Always provide a courteous, polite finish when writing a letter to your representative. For example, you may write "Sincerely, Jane Doe" or "Respectfully, John Doe." To demonstrate your appreciation, address your mail to "The Honorable." In the United States, elected politicians are usually addressed as "The Honorable." John Doe is a legal name for someone who has not been identified or charged with a crime.
Write a brief but accurate letter. Always include the necessary information without unnecessary verbiage. Be sure to sign your letter at the end. You can identify your letter as an official document by including its date on the front side. If you have questions about how to format a letter to your representative or what topics should be included, we recommend reading our article on How to Write a Letter.
If you want to send a copy of the letter to another person, such as your senator's office, include their address before signing the letter. Signing your letter makes it an official document and gives it legal weight. If you sign your letter "Respectfully," that phrase will appear at the top of any reply from your representative's office.
Some things to avoid saying in letters include: offensive words, phrases, or images; threats; harassing comments; false information; commercial content.
Making the Letter
When addressing a letter to a lawmaker, use "The Honorable," followed by the representative's complete name and business address. In both letters and emails, use "Dear Mr./Mrs./Ms." followed by the representative's last name as the salutation. If the representative has an office staff, include their names in the message.
Representatives' offices are generally located in state capitals or larger cities with government-funded postal services such as Washington, D.C. Otherwise, they may be located in smaller towns or rural areas without post offices. Before sending a letter through the U.S. Postal Service, it must be addressed to a specific person at that location. Representatives do not have home addresses so mail to them should be directed to the nearest post office box or email address.
In addition to federal representatives, many states have lawmakers who serve in the Senate or House of Representatives. Like their federal counterparts, they can be identified as either "Mr.", "Mrs.", or "Ms." Although not common, some women senators choose to be called by their first names only (e.g., "Alison" instead of "Senator"). Some representatives go by their title even if they're well known within their district or state (e.g., "Bob Smith" for the congressman from Ohio).
All members of Congress receive letters and packages at their offices.
Your message should be addressed to "The Honorable (Full Name), Governor of (State)." The governor's complete title should be addressed on the outside of your letter. This contains their title, "The Honorable," followed by their first and surname names, as well as the state or territory they administer. If the official is absent, you may use "The XX" in place of their name.
For example, if the governor's full name is (William) Peter Hogan and he resides in Virginia, then your letter should be sent to "The Honorable William P. Hogan, Governor." If the official is not present, you may also send your letter to his "Virginia Office," or to an alternative address such as an executive secretary's office.
In addition to the return address, the letter should include your own contact information. This includes your name, address, phone number, and email address.
All letters to the governor are treated as public documents and are made available to the general public after six months have passed. It is recommended that you mail your letter before this time frame has passed; however, we have had success sending them later via email.

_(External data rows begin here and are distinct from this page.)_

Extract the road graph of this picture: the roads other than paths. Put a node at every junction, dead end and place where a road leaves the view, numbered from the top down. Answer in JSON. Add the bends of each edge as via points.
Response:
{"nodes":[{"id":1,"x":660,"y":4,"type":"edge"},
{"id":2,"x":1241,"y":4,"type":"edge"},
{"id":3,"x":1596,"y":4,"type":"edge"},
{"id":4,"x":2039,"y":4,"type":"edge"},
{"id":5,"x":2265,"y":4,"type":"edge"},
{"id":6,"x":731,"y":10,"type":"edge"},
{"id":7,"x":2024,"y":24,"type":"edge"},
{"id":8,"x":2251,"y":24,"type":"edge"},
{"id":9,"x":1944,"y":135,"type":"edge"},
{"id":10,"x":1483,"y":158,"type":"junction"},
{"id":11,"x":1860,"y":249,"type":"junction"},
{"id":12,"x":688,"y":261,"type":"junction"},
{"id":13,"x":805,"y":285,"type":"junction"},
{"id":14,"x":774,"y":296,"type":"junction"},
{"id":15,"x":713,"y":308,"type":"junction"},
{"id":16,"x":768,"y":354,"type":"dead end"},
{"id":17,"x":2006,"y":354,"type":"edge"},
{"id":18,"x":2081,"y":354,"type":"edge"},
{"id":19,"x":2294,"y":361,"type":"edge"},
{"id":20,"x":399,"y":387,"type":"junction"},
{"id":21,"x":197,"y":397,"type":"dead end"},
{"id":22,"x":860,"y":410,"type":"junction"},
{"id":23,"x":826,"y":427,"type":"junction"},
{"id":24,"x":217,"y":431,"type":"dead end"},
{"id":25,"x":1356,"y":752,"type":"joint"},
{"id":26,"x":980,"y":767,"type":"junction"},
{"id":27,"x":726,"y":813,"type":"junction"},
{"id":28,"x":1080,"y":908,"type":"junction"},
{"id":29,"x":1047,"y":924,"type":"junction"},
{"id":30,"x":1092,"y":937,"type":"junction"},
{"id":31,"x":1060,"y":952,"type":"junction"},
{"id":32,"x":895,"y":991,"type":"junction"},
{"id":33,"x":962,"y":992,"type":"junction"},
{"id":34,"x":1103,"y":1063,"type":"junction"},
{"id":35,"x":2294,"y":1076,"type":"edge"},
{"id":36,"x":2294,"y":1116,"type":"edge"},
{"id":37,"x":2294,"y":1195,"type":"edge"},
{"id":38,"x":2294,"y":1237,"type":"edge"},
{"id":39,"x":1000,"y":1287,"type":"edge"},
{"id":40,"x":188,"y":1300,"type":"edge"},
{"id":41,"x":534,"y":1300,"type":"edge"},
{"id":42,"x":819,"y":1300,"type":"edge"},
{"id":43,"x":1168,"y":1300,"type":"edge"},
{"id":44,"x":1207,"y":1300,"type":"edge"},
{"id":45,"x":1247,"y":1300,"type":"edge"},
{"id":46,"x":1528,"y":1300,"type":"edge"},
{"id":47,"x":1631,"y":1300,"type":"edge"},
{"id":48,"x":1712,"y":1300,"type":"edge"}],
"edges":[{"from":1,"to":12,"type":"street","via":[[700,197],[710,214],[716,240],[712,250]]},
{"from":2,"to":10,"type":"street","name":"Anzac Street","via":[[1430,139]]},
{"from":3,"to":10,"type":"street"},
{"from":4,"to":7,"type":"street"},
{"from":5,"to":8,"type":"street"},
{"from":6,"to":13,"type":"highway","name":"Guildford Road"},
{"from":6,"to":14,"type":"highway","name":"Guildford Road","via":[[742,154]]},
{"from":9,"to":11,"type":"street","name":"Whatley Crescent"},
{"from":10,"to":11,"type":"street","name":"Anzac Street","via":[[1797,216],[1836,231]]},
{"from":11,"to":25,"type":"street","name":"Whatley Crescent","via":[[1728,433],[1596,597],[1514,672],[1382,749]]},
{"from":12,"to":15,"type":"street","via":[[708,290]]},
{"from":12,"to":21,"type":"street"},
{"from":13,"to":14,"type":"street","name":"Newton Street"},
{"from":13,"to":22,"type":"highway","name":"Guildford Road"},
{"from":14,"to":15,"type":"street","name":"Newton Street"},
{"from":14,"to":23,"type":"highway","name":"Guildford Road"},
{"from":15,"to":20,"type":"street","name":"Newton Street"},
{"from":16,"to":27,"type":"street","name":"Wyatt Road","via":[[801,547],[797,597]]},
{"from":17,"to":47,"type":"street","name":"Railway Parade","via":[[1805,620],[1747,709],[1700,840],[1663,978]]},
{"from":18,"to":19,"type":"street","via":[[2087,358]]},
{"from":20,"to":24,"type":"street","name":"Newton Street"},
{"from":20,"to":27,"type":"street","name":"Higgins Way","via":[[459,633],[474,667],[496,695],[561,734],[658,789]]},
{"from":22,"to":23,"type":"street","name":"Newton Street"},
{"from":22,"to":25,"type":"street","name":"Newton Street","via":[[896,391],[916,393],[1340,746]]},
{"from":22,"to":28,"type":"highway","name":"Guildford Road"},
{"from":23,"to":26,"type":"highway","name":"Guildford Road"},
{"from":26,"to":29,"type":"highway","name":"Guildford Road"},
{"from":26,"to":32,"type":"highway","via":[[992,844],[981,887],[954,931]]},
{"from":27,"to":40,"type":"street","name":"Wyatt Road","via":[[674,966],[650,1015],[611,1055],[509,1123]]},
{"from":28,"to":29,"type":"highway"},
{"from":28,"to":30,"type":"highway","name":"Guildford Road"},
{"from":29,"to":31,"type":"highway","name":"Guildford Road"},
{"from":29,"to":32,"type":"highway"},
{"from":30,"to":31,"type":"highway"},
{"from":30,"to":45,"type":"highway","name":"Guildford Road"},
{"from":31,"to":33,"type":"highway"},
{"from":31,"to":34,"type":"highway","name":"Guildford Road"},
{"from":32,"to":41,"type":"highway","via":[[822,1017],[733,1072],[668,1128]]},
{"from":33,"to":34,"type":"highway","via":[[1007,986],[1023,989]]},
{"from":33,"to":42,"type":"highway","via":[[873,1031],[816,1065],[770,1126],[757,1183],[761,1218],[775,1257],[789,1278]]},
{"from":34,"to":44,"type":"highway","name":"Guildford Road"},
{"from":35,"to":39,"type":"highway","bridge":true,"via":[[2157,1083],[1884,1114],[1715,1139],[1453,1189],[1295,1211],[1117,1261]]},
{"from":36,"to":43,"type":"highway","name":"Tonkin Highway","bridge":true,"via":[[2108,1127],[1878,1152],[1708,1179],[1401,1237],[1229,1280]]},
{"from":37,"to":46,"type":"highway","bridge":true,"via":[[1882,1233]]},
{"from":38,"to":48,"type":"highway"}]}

If you would like us to represent you during your correspondence with the governor, please refer to our Contact page.
If you are addressing the ambassador directly, use "Dear Honorable Ambassador." If you don't know the recipient's name or gender, you might start your letter with "Dear Sir or Madam." You should, however, make every attempt to address your message to a specific individual. Including a copy to someone high up in an organization can be very useful when trying to get your point across.
Ambassadors are usually members of foreign governments, but there are also ambassadors from non-governmental organizations (NGOs) or human rights groups. They can play an important role in helping resolve disputes between countries and lobbying governments on issues such as human rights. In some cases, they may even have the power to settle disputes themselves - for example, through arbitration panels.
In general, letters to diplomats are answered by assistants who are often part of the foreign service. So you should always address your email or letter to an appropriate official.
Here are some examples of correct and incorrect ways to write letters to diplomats:
Correct: Dear Ambassador Smith, Thank you so much for your help with my case. I believe I have now resolved all of the problems with my visa application. Please let me know if there is anything else I can do to prove my intention to leave China soon.
Incorrect: Hello Mr. Smith, Thanks for your help with my case.